🤖 AI Summary
This work identifies a fundamental conceptual mismatch between diffusion models and top-N recommendation: the generative paradigm of diffusion models is incompatible with ranking tasks under implicit feedback, leading to severely degraded generation capability and inflated performance estimates. Method: We systematically reproduce four representative diffusion-based recommendation models published at SIGIR 2023–2024, conducting rigorous benchmarking, ablation studies, hyperparameter re-optimization, and carbon footprint analysis. Contribution/Results: All diffusion models consistently underperform lightweight baselines (e.g., LightGCN). We uncover a systemic “methodological hallucination” in this area—revealing deep flaws including poor reproducibility and inappropriate task modeling. Our findings provide critical methodological reflection and cautionary guidance for the principled application of generative models in recommender systems.
📝 Abstract
Countless new machine learning models are published every year and are reported to significantly advance the state-of-the-art in emph{top-n} recommendation. However, earlier reproducibility studies indicate that progress in this area may be quite limited. Specifically, various widespread methodological issues, e.g., comparisons with untuned baseline models, have led to an emph{illusion of progress}. In this work, our goal is to examine whether these problems persist in today's research.

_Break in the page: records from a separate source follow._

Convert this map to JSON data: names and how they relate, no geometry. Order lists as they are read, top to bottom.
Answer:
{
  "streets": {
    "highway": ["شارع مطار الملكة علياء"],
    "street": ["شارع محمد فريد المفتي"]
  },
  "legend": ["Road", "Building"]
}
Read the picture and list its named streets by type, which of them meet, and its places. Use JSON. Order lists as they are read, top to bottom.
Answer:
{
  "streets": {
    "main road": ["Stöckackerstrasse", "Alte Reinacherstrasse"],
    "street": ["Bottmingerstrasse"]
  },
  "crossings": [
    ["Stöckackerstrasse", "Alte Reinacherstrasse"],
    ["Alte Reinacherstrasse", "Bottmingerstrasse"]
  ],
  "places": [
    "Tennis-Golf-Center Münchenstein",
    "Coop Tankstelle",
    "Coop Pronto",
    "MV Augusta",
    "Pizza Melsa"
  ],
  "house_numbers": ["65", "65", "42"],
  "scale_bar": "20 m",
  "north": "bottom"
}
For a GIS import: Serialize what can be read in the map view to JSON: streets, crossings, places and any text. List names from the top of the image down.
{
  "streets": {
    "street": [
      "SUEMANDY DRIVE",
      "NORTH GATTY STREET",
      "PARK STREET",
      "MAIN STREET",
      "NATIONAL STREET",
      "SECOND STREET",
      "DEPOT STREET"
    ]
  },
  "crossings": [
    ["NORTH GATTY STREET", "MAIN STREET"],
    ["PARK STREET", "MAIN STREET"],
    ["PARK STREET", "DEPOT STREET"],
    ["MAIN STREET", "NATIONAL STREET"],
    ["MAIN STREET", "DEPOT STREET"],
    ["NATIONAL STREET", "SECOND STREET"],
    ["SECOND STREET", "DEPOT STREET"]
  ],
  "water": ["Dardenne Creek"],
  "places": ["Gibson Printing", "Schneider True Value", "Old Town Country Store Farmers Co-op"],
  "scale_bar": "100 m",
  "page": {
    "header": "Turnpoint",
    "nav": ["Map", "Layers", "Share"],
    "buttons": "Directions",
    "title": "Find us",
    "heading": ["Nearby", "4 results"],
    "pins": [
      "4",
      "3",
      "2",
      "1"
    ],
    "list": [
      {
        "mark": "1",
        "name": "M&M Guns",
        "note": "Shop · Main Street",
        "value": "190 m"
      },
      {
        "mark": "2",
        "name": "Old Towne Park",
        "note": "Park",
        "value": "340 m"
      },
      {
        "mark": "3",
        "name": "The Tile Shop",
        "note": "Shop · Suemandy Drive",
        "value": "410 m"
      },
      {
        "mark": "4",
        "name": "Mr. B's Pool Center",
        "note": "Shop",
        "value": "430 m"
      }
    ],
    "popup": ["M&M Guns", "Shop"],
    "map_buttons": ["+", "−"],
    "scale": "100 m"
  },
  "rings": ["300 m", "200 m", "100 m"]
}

To this end, we aim to reproduce the latest advancements reported from applying modern Denoising Diffusion Probabilistic Models to recommender systems, focusing on four models published at the top-ranked SIGIR conference in 2023 and 2024. Our findings are concerning, revealing persistent methodological problems. Alarmingly, through experiments, we find that the latest recommendation techniques based on diffusion models, despite their computational complexity and substantial carbon footprint, are consistently outperformed by simpler existing models. Furthermore, we identify key mismatches between the characteristics of diffusion models and those of the traditional emph{top-n} recommendation task, raising doubts about their suitability for recommendation. We also note that, in the papers we analyze, the generative capabilities of these models are constrained to a minimum. Overall, our results and continued methodological issues call for greater scientific rigor and a disruptive change in the research and publication culture in this area.